The multi-owned projects can be defined as being a project where the board shares ultimate control with other parties. The principles included under multi-owned project,

  1. Formally agreed governance arrangements
  2. Single point of decision making for the project
  3. Clear and unambiguous allocation of authority for representing the project in contacts with owners, stakeholders and third parties
  4. Project business case should include agreed, and current, definitions of project objectives, the role of each owner, their incentives, inputs, authority and responsibility
  5. Every owner should assure itself that the legal competence and obligations and internal governance arrangements of co-owners, are compatible with its acceptable standards of governance for the project
  6. Project authorisation points and limiting constraints to give owners the necessary degree of control over the project
  7. Agreed recognition and allocation or sharing of rewards and risks taking into account ability to influence the outcome and creating incentives to foster co-operative behaviour
  8. Project leadership should exploit synergies arising from multi-ownership and should actively manage potential sources of conflict or inefficiency
  9. Formal agreement that defines the process to be invoked and the consequences for assets and owners when a material change of ownership is considered
  10. Reporting during both the project and the realisation of benefits should provide honest, timely, realistic and relevant data on progress, achievements, forecasts and risks to the extent required for good *governance by owners
  11. Mechanism in place to invoke independent review or scrutiny when it is in the legitimate interests of one or more of the project owners.
  12. Dispute resolution process agreed between owners that does not endanger the achievement of project objectives.

Roles of Project Governance

One of the key roles in project governance is that of the project sponsor.
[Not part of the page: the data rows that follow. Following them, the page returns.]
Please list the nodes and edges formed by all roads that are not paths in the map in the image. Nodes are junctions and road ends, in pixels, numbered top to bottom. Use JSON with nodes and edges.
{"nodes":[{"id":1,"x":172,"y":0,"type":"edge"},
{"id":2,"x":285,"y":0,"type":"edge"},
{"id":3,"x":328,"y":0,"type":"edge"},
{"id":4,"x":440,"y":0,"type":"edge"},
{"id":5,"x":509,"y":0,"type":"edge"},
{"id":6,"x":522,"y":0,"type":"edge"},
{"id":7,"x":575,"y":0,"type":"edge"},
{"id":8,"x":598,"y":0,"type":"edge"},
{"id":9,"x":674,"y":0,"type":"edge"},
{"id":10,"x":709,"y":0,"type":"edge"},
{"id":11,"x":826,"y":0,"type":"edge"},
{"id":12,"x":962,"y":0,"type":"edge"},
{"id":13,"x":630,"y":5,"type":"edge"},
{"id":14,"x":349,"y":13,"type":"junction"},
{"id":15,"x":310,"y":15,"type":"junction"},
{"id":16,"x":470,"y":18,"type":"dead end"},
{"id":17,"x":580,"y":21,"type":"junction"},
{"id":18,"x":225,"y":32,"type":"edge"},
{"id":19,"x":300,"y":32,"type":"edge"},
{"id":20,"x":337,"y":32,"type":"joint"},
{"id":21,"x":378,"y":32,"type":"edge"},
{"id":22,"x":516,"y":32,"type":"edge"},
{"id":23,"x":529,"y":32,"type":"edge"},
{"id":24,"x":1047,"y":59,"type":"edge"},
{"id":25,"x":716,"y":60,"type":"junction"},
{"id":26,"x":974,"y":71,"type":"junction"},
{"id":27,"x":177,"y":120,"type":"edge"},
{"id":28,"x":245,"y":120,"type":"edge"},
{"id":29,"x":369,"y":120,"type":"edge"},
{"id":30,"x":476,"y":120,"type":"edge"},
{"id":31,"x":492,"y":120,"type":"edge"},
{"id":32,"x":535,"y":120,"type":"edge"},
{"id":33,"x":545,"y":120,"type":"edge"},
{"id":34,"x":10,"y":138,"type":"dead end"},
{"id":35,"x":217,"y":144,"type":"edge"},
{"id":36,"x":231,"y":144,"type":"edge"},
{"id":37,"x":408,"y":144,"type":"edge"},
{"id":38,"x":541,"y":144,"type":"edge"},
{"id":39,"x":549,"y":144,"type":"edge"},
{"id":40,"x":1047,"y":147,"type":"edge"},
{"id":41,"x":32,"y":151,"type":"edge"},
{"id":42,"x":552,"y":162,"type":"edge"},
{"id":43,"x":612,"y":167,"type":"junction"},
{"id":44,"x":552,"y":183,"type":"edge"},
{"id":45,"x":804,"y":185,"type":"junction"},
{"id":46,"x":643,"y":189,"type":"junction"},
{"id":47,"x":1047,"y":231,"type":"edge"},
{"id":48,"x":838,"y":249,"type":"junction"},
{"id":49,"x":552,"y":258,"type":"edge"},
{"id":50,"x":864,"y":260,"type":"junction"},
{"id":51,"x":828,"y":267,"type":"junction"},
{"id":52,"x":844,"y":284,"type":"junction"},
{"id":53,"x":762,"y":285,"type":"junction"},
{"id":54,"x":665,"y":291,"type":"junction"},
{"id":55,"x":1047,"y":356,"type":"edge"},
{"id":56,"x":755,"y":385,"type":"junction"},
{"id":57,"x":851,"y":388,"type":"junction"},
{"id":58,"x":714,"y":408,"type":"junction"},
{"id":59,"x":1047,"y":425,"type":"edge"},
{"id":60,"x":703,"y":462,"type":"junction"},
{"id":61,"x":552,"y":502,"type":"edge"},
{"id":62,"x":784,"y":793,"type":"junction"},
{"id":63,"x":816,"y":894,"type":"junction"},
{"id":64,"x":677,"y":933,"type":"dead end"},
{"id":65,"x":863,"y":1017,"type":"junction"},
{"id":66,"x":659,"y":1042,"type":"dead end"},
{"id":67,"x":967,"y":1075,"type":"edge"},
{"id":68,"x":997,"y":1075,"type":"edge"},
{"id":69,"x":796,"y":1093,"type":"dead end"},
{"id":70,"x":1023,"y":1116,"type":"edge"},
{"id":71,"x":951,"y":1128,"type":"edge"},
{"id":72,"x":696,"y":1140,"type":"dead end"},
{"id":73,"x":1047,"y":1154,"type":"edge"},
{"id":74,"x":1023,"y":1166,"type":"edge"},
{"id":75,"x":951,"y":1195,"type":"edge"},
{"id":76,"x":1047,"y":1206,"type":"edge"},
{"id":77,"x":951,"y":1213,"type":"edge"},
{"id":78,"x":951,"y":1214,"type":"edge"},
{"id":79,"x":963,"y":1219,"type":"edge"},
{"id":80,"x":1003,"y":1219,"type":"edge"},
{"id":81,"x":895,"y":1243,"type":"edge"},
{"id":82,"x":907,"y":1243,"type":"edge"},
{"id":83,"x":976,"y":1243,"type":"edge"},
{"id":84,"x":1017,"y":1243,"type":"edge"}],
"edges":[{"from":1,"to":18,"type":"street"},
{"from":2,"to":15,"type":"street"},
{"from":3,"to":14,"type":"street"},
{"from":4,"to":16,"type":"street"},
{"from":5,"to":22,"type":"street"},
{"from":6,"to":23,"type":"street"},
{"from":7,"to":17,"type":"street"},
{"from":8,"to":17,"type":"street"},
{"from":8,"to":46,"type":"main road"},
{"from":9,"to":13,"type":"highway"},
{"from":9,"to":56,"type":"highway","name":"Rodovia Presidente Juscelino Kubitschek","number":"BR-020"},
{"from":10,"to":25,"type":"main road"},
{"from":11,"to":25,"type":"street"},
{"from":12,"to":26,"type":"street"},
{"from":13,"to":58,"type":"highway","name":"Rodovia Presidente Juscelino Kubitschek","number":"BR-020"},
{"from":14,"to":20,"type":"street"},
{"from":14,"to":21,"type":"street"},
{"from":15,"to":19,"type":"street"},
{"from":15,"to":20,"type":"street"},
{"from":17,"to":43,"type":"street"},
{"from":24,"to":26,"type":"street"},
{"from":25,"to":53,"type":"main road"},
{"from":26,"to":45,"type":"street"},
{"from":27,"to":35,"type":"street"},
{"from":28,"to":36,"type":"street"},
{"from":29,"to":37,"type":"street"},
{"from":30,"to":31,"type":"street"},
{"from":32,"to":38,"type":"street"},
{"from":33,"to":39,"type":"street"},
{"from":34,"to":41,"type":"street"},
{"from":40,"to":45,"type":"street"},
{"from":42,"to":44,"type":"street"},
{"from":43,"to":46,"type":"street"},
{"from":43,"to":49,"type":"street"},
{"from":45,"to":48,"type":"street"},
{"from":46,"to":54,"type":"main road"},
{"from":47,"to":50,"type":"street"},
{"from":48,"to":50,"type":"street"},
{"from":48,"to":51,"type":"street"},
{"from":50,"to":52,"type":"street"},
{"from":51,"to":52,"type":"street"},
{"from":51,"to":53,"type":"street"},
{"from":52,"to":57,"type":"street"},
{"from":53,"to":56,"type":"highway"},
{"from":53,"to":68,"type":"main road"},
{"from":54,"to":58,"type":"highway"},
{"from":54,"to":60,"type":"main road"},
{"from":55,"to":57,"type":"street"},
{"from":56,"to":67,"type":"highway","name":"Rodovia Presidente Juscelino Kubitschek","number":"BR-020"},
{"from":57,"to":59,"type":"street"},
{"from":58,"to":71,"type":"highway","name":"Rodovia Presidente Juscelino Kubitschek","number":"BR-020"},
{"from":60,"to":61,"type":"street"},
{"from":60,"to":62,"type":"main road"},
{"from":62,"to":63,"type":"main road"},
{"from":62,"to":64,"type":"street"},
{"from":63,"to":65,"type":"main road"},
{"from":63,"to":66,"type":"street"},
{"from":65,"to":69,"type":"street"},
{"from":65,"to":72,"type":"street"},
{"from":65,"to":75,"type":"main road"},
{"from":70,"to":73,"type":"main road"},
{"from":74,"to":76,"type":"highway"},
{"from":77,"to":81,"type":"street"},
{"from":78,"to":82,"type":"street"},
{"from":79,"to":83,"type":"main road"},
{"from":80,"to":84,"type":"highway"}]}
The project sponsor holds the three main areas of responsibility,

  1. Board : For the board, the sponsor provides leadership on culture and values, owns the business case, keeps the project aligned with the organisation’s strategy and portfolio direction, governs project risk, works with other sponsors, focuses on realisation of benefits, recommends opportunities to optimise cost/benefits, ensures continuity of sponsorship, provides assurance and provides feedback and lessons learnt.
  2. The project manager : For the project manager, the sponsor provides timely decisions, clarifies decision making framework, clarifies business priorities and strategy, communicates business issues, provides resources, engenders trust, manages relationships, and promotes ethical working.
  3. Project stakeholders: For other project stakeholders, the project sponsor engages stakeholders, governs stakeholder communications, directs client relationship, directs governance of users, directs governance of suppliers and arbitrates between stakeholders.